Applying early because your friends are really makes no sense. Applying early to a school should always be about a specific school being the school you love more than any other school. It should not be a knee jerk reaction to what other people are doing.
There is a misconception that students have an easier chance of getting admitted if they apply early. Generally, this is not true at all. While a school may take a large portion of their freshman class early, students who are applying early are generally more organized, have done their research and are usually of a higher caliber of student, so the school has a higher concentration of appropriate and qualified candidates to choose from when look at the early pile of applications.
Highly selective schools, which use early application programs, are looking to secure students who have demonstrated interest in their school and can compete with all the other students applying and getting in. A school is not going to significantly lower their standards in the early round to accept students who are not qualified. What they are hoping to do is set a benchmark for the class they are going to accept throughout the application period.
A student who does not meet the mark will not get admitted, regardless of when they apply. Students really need to take a step back, assess their personal and academic qualities and determine whether they fit that school and the community they are trying to build.
There is a fair amount of confusion about early application policies. It is very important to understand the different types of early programs. Early Decision or ED, is, well a decision. Meaning that if you are accepted, aside from something terminal, you are going to that school and you must withdraw all of your other applications. This policy is different from Early Action, which is just that an action of applying early to a school. You do not have to commit to attending. There should be, however, the same kind of enthusiasm about the school. Single Choice means that you may not apply to any other school early. There are some differences and as the student you must know the policy of each school. You do not want to make a mistake with this, because it may affect your other applications. Priority Applications are like Early Action, generally offered by public schools.

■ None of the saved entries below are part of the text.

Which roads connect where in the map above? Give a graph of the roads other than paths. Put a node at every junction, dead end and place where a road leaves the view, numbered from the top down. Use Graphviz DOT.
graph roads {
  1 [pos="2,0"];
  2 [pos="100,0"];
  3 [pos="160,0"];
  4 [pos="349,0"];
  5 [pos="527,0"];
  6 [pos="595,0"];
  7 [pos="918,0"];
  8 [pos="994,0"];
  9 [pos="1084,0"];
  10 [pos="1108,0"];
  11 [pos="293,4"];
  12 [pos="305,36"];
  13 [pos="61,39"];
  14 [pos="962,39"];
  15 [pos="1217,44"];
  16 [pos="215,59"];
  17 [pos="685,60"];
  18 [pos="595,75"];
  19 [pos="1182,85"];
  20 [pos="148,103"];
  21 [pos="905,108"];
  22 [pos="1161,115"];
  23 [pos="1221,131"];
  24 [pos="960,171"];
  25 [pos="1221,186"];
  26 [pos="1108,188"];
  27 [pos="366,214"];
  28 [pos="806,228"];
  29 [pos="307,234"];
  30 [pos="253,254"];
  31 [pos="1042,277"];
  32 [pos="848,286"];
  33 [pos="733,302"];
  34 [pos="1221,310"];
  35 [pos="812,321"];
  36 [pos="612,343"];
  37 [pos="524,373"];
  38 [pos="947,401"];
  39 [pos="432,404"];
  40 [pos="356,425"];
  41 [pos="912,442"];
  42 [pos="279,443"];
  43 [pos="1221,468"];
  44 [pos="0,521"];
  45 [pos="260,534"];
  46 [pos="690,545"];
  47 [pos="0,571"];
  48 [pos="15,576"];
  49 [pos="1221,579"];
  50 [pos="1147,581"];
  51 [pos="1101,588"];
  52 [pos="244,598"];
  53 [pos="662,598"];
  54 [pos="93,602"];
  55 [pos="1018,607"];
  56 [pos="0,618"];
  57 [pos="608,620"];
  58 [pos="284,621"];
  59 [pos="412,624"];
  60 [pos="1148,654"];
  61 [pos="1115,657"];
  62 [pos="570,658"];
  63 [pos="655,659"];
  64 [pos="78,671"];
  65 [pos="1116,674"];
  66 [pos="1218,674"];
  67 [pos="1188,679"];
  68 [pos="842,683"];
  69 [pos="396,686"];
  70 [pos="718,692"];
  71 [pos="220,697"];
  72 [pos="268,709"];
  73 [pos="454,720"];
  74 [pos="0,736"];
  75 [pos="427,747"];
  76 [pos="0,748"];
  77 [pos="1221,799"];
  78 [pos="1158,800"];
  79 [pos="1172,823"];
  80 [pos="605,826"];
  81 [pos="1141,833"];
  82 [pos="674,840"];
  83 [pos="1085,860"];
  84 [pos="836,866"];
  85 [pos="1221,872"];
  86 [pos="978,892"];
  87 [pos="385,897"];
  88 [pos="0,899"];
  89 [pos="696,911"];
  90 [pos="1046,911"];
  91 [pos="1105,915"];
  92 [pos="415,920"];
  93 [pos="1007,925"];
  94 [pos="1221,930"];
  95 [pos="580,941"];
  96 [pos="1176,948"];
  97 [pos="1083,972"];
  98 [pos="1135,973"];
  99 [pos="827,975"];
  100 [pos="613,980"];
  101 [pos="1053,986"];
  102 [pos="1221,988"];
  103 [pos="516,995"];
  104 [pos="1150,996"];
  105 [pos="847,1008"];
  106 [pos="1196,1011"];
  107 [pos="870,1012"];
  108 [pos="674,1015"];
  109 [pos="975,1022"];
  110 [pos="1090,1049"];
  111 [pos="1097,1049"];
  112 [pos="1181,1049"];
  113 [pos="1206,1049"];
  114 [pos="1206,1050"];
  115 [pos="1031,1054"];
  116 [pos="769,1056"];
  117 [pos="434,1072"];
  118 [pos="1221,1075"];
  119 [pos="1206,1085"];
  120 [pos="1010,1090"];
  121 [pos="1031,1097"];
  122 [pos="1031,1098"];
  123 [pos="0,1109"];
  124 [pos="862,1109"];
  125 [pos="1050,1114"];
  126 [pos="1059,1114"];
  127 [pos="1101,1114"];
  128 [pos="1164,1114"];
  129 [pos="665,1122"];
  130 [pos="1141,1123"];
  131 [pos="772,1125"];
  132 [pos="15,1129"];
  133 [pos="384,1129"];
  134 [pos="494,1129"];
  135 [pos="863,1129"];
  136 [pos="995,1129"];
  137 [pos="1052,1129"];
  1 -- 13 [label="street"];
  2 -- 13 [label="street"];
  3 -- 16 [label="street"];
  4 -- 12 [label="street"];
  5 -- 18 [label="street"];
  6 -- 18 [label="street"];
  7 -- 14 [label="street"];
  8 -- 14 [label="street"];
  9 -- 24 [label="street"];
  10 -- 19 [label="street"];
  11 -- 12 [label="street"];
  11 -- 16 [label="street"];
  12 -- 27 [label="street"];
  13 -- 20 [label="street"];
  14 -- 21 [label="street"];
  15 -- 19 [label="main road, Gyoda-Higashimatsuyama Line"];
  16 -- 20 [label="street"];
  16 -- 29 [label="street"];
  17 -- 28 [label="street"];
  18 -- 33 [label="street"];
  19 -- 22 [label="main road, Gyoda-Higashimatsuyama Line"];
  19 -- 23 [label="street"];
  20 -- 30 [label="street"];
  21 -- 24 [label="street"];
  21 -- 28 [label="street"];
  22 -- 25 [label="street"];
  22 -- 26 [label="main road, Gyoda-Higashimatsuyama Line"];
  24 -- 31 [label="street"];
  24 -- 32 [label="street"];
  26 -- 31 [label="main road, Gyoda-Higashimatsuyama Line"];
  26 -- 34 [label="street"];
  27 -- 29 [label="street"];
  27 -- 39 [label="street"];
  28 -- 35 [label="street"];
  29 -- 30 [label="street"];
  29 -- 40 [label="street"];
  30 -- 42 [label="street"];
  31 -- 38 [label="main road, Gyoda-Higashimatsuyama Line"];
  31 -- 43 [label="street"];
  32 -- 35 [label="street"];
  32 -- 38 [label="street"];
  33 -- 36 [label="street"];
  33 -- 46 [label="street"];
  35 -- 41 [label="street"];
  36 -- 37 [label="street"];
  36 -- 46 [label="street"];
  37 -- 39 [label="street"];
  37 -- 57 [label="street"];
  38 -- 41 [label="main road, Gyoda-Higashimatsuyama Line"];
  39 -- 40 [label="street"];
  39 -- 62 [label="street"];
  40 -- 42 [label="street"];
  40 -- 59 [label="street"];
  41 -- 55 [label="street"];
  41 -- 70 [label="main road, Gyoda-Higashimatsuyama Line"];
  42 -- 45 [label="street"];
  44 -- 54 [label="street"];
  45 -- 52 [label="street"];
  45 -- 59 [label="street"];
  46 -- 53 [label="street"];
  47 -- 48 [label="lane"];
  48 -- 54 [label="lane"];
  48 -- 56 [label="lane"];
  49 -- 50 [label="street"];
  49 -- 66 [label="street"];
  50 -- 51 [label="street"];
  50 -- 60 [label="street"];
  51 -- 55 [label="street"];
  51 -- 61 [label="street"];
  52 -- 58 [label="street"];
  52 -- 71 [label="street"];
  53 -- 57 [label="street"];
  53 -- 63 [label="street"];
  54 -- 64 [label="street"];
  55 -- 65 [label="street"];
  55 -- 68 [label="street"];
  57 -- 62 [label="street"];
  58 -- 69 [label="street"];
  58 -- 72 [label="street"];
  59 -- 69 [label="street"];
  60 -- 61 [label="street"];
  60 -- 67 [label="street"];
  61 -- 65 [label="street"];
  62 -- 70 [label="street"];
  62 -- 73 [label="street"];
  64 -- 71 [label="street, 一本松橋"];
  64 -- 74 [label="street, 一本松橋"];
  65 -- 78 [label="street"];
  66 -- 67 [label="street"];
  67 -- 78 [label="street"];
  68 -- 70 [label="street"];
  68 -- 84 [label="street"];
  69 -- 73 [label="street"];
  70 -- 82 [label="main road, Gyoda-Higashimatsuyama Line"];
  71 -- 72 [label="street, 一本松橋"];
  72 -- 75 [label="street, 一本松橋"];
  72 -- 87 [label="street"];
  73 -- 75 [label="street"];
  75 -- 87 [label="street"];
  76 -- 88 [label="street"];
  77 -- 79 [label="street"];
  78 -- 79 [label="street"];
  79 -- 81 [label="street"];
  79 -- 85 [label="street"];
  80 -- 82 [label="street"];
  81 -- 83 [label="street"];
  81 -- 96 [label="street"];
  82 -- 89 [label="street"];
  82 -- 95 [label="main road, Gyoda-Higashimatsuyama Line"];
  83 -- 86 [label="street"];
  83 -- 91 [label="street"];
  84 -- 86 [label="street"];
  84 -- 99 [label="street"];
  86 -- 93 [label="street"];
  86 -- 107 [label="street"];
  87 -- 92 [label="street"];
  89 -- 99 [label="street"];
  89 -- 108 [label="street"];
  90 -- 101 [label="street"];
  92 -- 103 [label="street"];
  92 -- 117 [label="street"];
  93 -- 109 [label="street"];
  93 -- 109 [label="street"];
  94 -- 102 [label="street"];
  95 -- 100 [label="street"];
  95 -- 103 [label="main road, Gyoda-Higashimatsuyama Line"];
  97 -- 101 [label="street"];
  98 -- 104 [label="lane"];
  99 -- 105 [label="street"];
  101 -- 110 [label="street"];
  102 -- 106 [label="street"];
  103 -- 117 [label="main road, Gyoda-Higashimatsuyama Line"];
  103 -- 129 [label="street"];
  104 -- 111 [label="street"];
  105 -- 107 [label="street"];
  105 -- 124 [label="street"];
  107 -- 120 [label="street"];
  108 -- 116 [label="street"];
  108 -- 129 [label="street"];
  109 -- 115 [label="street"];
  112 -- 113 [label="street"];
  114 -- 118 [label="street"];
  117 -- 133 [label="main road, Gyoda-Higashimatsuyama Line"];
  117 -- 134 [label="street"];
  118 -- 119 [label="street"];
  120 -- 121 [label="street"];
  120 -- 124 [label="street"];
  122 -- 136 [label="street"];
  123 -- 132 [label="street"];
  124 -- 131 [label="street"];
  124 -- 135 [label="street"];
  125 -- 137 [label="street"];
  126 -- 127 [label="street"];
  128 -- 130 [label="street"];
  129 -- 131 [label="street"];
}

Applying to university can be an anxiety-making process. It is actually very important that as a student you step back, make appropriate assessments of who you are and what your plan is for this next phase of your life. It should be something that you own and manage. Beware of blindly following others.
On the topic of applying, there have been a number of problems this year the Common Application process. This year Common Application rolled out CA4, a new and ostensibly streamlined process. It has been beset by a number of problems including issues with submitting applications and adding teachers to the recommender list. While all of these bugs are being resolved, some more quickly than others, be aware that in response many schools are delaying the deadline for Early Applications. Please make sure you not only check the policy of each school but also look to see if they are delaying the due date.